[Saved entries]
◆ ◆ ◆ ◆ ◆ ◆ ◆
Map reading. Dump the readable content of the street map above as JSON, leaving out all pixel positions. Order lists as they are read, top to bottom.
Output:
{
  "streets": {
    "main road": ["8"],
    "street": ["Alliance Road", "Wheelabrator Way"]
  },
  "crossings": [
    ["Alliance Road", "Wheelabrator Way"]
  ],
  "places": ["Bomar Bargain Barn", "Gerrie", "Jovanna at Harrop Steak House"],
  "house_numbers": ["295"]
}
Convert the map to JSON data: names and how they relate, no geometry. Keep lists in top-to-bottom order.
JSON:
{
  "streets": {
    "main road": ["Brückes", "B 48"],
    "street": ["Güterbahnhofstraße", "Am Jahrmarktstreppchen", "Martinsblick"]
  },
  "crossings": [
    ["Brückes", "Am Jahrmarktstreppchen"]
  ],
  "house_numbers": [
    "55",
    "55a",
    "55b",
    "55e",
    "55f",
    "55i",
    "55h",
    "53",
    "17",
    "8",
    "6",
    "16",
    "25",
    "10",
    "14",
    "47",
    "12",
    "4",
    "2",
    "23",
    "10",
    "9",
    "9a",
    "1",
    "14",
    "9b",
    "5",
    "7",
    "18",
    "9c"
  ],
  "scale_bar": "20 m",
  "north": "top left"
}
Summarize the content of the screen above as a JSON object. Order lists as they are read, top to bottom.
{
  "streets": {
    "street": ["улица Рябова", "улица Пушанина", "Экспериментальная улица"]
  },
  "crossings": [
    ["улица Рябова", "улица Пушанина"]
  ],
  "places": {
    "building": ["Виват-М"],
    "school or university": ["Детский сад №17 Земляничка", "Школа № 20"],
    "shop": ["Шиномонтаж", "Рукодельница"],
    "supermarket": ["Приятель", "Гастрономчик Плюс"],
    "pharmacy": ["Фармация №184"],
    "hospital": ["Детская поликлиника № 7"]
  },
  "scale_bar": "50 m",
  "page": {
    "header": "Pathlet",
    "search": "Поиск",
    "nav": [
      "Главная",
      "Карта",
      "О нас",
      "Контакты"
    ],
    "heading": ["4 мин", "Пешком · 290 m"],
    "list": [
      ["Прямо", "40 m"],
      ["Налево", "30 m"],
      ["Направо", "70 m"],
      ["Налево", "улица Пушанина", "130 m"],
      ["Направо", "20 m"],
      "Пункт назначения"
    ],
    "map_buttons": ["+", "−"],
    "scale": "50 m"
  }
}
◆ ◆ ◆ ◆ ◆ ◆ ◆
* **Instructions for the task**: Print every record above exactly as it was given.

* **Written response**:
Map reading. Dump the readable content of the street map above as JSON, leaving out all pixel positions. Order lists as they are read, top to bottom.
Output:
{
  "streets": {
    "main road": ["8"],
    "street": ["Alliance Road", "Wheelabrator Way"]
  },
  "crossings": [
    ["Alliance Road", "Wheelabrator Way"]
  ],
  "places": ["Bomar Bargain Barn", "Gerrie", "Jovanna at Harrop Steak House"],
  "house_numbers": ["295"]
}
Convert the map to JSON data: names and how they relate, no geometry. Keep lists in top-to-bottom order.
JSON:
{
  "streets": {
    "main road": ["Brückes", "B 48"],
    "street": ["Güterbahnhofstraße", "Am Jahrmarktstreppchen", "Martinsblick"]
  },
  "crossings": [
    ["Brückes", "Am Jahrmarktstreppchen"]
  ],
  "house_numbers": [
    "55",
    "55a",
    "55b",
    "55e",
    "55f",
    "55i",
    "55h",
    "53",
    "17",
    "8",
    "6",
    "16",
    "25",
    "10",
    "14",
    "47",
    "12",
    "4",
    "2",
    "23",
    "10",
    "9",
    "9a",
    "1",
    "14",
    "9b",
    "5",
    "7",
    "18",
    "9c"
  ],
  "scale_bar": "20 m",
  "north": "top left"
}
Summarize the content of the screen above as a JSON object. Order lists as they are read, top to bottom.
{
  "streets": {
    "street": ["улица Рябова", "улица Пушанина", "Экспериментальная улица"]
  },
  "crossings": [
    ["улица Рябова", "улица Пушанина"]
  ],
  "places": {
    "building": ["Виват-М"],
    "school or university": ["Детский сад №17 Земляничка", "Школа № 20"],
    "shop": ["Шиномонтаж", "Рукодельница"],
    "supermarket": ["Приятель", "Гастрономчик Плюс"],
    "pharmacy": ["Фармация №184"],
    "hospital": ["Детская поликлиника № 7"]
  },
  "scale_bar": "50 m",
  "page": {
    "header": "Pathlet",
    "search": "Поиск",
    "nav": [
      "Главная",
      "Карта",
      "О нас",
      "Контакты"
    ],
    "heading": ["4 мин", "Пешком · 290 m"],
    "list": [
      ["Прямо", "40 m"],
      ["Налево", "30 m"],
      ["Направо", "70 m"],
      ["Налево", "улица Пушанина", "130 m"],
      ["Направо", "20 m"],
      "Пункт назначения"
    ],
    "map_buttons": ["+", "−"],
    "scale": "50 m"
  }
}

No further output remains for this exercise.